*** DATA RECORDS ***

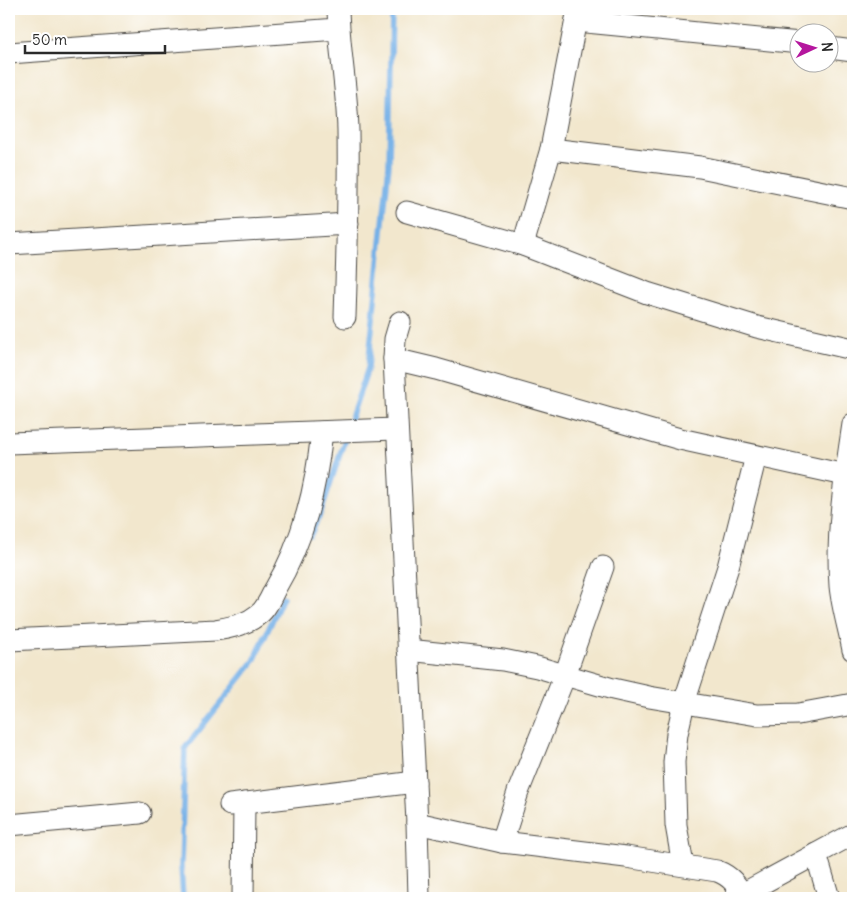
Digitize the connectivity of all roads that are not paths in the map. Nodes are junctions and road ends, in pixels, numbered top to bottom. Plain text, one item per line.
1 (577, 15) edge
2 (338, 19) edge
3 (790, 43) edge
4 (840, 50) edge
5 (853, 52) edge
6 (9, 53) edge
7 (551, 149) junction
8 (853, 198) edge
9 (407, 212) dead end
10 (348, 224) junction
11 (9, 244) edge
12 (523, 245) junction
13 (345, 317) dead end
14 (400, 322) dead end
15 (853, 348) edge
16 (394, 359) junction
17 (853, 424) edge
18 (396, 429) junction
19 (322, 432) junction
20 (9, 443) edge
21 (756, 456) junction
22 (846, 475) junction
23 (603, 567) dead end
24 (9, 640) edge
25 (408, 650) junction
26 (853, 650) edge
27 (565, 675) junction
28 (684, 703) junction
29 (853, 704) edge
30 (414, 782) junction
31 (140, 813) dead end
32 (417, 823) junction
33 (9, 825) edge
34 (853, 834) edge
35 (502, 842) junction
36 (816, 854) junction
37 (683, 865) junction
38 (740, 897) edge
39 (243, 898) edge
40 (418, 898) edge
41 (829, 898) edge

1 - 3 street
1 - 7 street
2 - 6 street
2 - 10 street
4 - 5 street
7 - 8 street
7 - 12 street
9 - 12 street
10 - 11 street
10 - 13 street
12 - 15 street
14 - 16 street
16 - 18 street
16 - 21 street
17 - 22 street
18 - 19 street
18 - 25 street
19 - 20 street
19 - 24 street
21 - 22 street
21 - 28 street
22 - 26 street
23 - 27 street
25 - 27 street
25 - 30 street
27 - 28 street
27 - 35 street
28 - 29 street
28 - 37 street
30 - 32 street
30 - 39 street
31 - 33 street
32 - 35 street
32 - 40 street
34 - 36 street
35 - 37 street
36 - 38 street
36 - 41 street
37 - 38 street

***

The answer is every line in the data where the word "dead" appears.

- [ANSWER FOR THIS EXERCISE]:
9 (407, 212) dead end
13 (345, 317) dead end
14 (400, 322) dead end
23 (603, 567) dead end
31 (140, 813) dead end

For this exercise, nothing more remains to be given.